Cell viability assays were performed using the MTT method [39] in a 96-well cell culture plate in the presence and absence of lipopolysaccharide (LPS). Cell viability percentages were calculated with the following equation:

% cell viability = (A_treated/A_control) × 100

(5)

where A_treated was the absorbance of the treated cells and A_controls was the absorbance of the control.

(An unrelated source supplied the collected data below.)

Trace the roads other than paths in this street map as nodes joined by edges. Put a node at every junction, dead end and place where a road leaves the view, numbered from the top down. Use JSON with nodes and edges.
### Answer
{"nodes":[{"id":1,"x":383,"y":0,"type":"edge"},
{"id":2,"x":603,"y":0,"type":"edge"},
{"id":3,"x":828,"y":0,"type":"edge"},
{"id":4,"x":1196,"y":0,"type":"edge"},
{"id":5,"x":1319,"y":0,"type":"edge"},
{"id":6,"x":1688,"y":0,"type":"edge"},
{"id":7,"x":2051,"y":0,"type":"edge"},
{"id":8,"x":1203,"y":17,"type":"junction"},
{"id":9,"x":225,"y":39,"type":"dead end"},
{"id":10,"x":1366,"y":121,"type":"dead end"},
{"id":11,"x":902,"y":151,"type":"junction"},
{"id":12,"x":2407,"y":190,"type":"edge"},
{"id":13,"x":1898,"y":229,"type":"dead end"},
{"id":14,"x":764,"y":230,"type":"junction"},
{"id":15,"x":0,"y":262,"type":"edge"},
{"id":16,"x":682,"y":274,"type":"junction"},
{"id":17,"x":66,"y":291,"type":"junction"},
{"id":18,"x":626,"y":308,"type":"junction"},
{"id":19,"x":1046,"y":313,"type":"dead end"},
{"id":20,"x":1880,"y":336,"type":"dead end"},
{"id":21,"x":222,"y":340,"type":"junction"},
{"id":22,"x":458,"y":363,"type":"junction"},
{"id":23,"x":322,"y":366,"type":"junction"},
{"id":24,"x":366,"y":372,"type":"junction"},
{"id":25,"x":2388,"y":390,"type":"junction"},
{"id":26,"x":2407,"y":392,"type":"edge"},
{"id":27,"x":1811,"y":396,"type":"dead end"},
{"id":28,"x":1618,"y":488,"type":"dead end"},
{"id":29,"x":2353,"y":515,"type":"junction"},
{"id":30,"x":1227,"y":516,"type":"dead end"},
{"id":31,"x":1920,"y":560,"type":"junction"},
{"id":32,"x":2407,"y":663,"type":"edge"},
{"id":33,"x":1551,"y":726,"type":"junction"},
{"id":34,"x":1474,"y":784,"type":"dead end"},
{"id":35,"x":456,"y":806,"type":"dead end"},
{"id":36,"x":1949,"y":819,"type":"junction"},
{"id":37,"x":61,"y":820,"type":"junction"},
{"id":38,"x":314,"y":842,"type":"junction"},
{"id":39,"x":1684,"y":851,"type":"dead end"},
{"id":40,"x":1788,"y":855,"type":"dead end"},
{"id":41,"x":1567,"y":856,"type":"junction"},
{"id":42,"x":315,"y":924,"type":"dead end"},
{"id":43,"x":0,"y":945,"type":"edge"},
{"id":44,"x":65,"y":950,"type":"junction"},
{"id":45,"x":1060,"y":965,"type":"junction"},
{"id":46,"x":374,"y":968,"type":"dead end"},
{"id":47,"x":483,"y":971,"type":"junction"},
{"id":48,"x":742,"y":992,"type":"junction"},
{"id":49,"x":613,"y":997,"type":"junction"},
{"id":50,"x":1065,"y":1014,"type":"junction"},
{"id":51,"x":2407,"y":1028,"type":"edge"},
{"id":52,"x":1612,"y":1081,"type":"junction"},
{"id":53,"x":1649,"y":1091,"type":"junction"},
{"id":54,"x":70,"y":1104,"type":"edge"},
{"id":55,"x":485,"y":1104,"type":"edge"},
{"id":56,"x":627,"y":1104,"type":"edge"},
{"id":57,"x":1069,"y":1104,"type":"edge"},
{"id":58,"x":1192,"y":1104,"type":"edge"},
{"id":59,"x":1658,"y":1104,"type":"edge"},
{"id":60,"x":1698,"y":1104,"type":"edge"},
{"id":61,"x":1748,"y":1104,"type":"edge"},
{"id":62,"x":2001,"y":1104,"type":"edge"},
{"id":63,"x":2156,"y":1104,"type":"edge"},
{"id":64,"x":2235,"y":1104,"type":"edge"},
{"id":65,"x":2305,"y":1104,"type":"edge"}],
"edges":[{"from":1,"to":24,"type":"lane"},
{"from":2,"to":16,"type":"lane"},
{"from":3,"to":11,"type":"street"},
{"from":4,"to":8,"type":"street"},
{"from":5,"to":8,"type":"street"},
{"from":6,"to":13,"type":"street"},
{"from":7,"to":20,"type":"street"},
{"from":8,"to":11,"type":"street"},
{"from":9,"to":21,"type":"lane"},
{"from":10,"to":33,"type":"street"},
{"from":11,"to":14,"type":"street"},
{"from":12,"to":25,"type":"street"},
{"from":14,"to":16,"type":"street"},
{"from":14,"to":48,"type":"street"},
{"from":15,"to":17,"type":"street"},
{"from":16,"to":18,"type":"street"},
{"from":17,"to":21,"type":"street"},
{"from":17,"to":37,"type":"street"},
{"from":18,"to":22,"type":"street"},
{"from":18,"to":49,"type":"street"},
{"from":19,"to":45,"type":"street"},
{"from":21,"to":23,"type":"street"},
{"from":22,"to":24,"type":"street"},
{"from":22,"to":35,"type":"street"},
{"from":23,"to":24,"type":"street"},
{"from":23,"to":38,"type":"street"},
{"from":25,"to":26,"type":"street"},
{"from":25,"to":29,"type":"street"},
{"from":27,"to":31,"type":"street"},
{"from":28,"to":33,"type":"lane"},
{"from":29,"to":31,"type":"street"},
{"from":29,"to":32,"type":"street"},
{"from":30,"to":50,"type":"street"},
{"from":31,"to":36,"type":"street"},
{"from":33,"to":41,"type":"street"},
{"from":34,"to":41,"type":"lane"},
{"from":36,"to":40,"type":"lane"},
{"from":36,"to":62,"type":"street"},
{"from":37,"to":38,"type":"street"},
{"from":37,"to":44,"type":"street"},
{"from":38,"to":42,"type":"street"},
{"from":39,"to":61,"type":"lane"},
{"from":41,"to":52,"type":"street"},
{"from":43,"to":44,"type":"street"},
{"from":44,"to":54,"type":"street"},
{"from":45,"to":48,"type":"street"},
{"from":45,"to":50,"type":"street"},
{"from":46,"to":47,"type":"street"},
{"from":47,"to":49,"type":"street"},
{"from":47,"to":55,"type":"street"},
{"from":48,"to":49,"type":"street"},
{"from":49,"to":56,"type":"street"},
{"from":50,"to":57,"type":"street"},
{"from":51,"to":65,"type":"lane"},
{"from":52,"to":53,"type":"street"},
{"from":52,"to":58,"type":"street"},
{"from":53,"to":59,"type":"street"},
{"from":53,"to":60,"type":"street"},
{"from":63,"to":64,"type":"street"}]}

The inhibition of NO production in LPS-induced RAW264.7 macrophages was assayed in a 96-well cell culture plate. Cells were treated with the sample containing 100 ng/mL LPS. The positive control was 250 µM L-NAME in the presence of LPS. The NO production was calculated from measuring of nitrite content in the culture media using Griess reagent. NO-inhibition percentages were calculated using the following equation:

% NO inhibition = (NO_LPS − NO_sample)/(NO_LPS − NO_{untreated control}) × 100

(6)

where NO_{untreated control} was the nitrite content of the cell culture medium of the untreated control (without LPS and extract), NO_LPS was the nitrite amount in the cell culture medium of the LPS-induced cells, and NO_sample was the nitrite content in the cell culture medium of the treated cells in the presence of LPS.

4.7. Statistical Analysis

The data were analyzed using independent-sample t-tests to compare the two groups, and one-way analysis of variance (ANOVA) was applied for comparisons within the groups, with values presented as means ± standard deviation (SD). The comparison of data between tall- and short-stem phenotypes is expressed as means ± standard error of the mean (SEM). Statistical analysis was performed in SPSS version 23.0 software (IBM Corp., New York, NY, USA). Principal component analysis (PCA) was carried out using R version 4.4.1 for Windows (Posit Software, Boston, MA, USA)

5. Conclusions

Variable chemical compositions and antioxidant activities were found among the sources of O. indicum, which did not relate to the plant stem height phenotypes. The results from this study support the utilization of leaf and pod of the tall- and short-stem phenotypes of this plant. Hence, if the cost of the harvesting process is considered, short-stem phenotypes should be selected. The different chemical contents between the leaf extract (both whole leaf and the separated part) and pod extract resulted in different anti-inflammatory effects. The extracts from the whole leaf and leaflet demonstrated better anti-inflammatory activities than the pods. As the entire leaf extract (PLE) showed a close strength in NO inhibition to that of the leaflet extract (LE) and was more potent than the petiole, rachis, and rachilla extract (PE), we advise the use of the whole leaf for further development as an anti-inflammatory product. Due to the variations in chemical profiles and biological activities among the plant locations of O. indicum, quality control of the raw materials is necessary. This includes quantitative analysis of biomarker contents and bioactivity testing of the extracts to ensure they meet the criteria for product preparation.